* _TASK REQUIREMENTS_
Transcribe the following entries letter for letter, without the pictures.
━━━━━ DATA FOR THE TASK ━━━━━
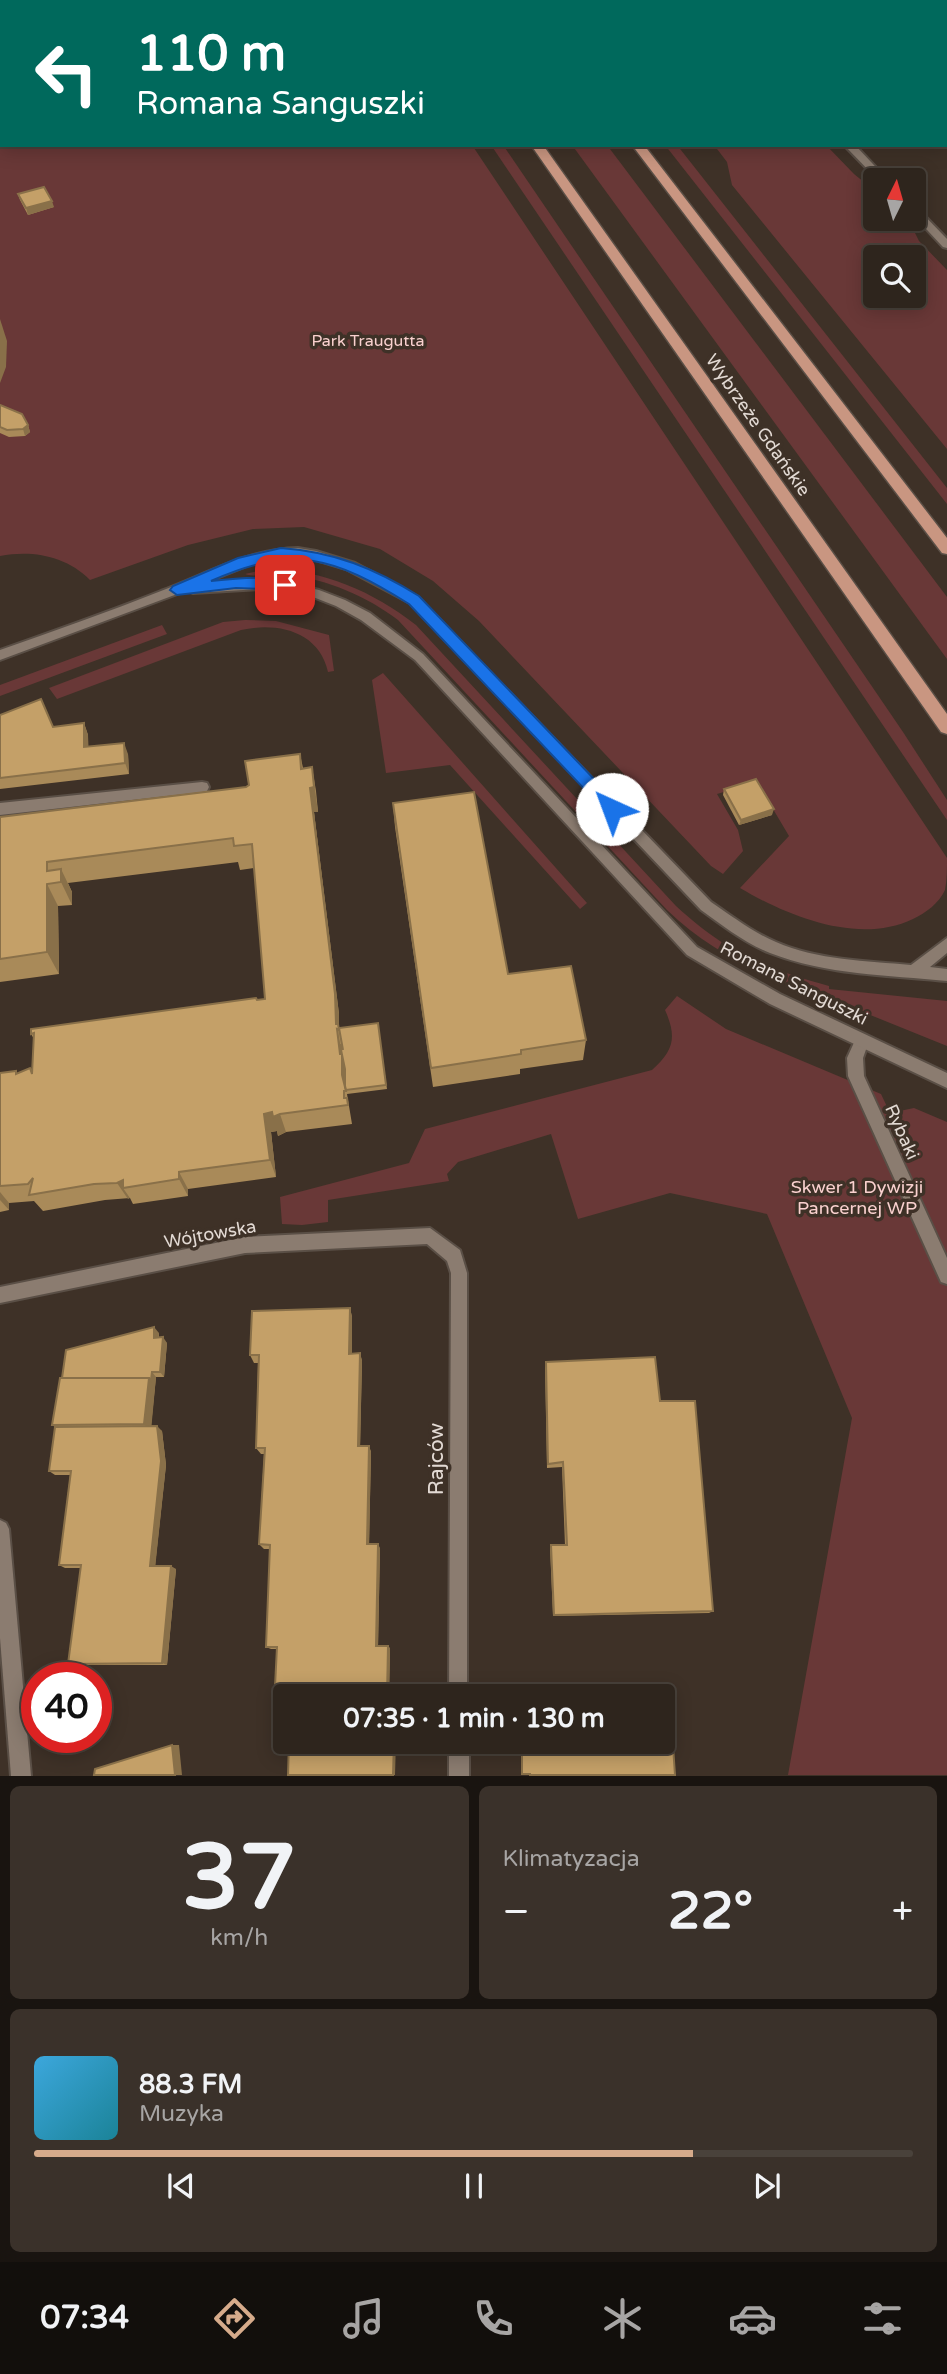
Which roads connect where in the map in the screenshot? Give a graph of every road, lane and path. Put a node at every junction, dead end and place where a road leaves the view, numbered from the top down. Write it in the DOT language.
graph roads {
  1 [pos="538,147"];
  2 [pos="640,147"];
  3 [pos="851,147"];
  4 [pos="871,168"];
  5 [pos="926,223"];
  6 [pos="947,245"];
  7 [pos="947,549"];
  8 [pos="177,590"];
  9 [pos="0,655"];
  10 [pos="947,727"];
  11 [pos="202,787"];
  12 [pos="0,808"];
  13 [pos="947,944"];
  14 [pos="914,971"];
  15 [pos="947,975"];
  16 [pos="862,1041"];
  17 [pos="947,1081"];
  18 [pos="430,1236"];
  19 [pos="947,1276"];
  20 [pos="0,1295"];
  21 [pos="0,1529"];
  22 [pos="458,1684"];
  23 [pos="459,1754"];
  24 [pos="21,1776"];
  25 [pos="459,1776"];
  1 -- 10 [label="main road, Wybrzeże Gdańskie"];
  2 -- 7 [label="main road"];
  3 -- 4 [label="street"];
  5 -- 6 [label="street"];
  8 -- 9 [label="street, Romana Sanguszki"];
  8 -- 14 [label="street, Romana Sanguszki"];
  8 -- 16 [label="street, Romana Sanguszki"];
  11 -- 12 [label="street"];
  13 -- 14 [label="street"];
  14 -- 15 [label="street, Romana Sanguszki"];
  16 -- 17 [label="street, Romana Sanguszki"];
  16 -- 19 [label="street, Rybaki"];
  18 -- 20 [label="street, Wójtowska"];
  18 -- 22 [label="street, Rajców"];
  21 -- 24 [label="street"];
  23 -- 25 [label="street"];
}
━━━━━
* _FINISHED EXERCISE_
Which roads connect where in the map in the screenshot? Give a graph of every road, lane and path. Put a node at every junction, dead end and place where a road leaves the view, numbered from the top down. Write it in the DOT language.
graph roads {
  1 [pos="538,147"];
  2 [pos="640,147"];
  3 [pos="851,147"];
  4 [pos="871,168"];
  5 [pos="926,223"];
  6 [pos="947,245"];
  7 [pos="947,549"];
  8 [pos="177,590"];
  9 [pos="0,655"];
  10 [pos="947,727"];
  11 [pos="202,787"];
  12 [pos="0,808"];
  13 [pos="947,944"];
  14 [pos="914,971"];
  15 [pos="947,975"];
  16 [pos="862,1041"];
  17 [pos="947,1081"];
  18 [pos="430,1236"];
  19 [pos="947,1276"];
  20 [pos="0,1295"];
  21 [pos="0,1529"];
  22 [pos="458,1684"];
  23 [pos="459,1754"];
  24 [pos="21,1776"];
  25 [pos="459,1776"];
  1 -- 10 [label="main road, Wybrzeże Gdańskie"];
  2 -- 7 [label="main road"];
  3 -- 4 [label="street"];
  5 -- 6 [label="street"];
  8 -- 9 [label="street, Romana Sanguszki"];
  8 -- 14 [label="street, Romana Sanguszki"];
  8 -- 16 [label="street, Romana Sanguszki"];
  11 -- 12 [label="street"];
  13 -- 14 [label="street"];
  14 -- 15 [label="street, Romana Sanguszki"];
  16 -- 17 [label="street, Romana Sanguszki"];
  16 -- 19 [label="street, Rybaki"];
  18 -- 20 [label="street, Wójtowska"];
  18 -- 22 [label="street, Rajców"];
  21 -- 24 [label="street"];
  23 -- 25 [label="street"];
}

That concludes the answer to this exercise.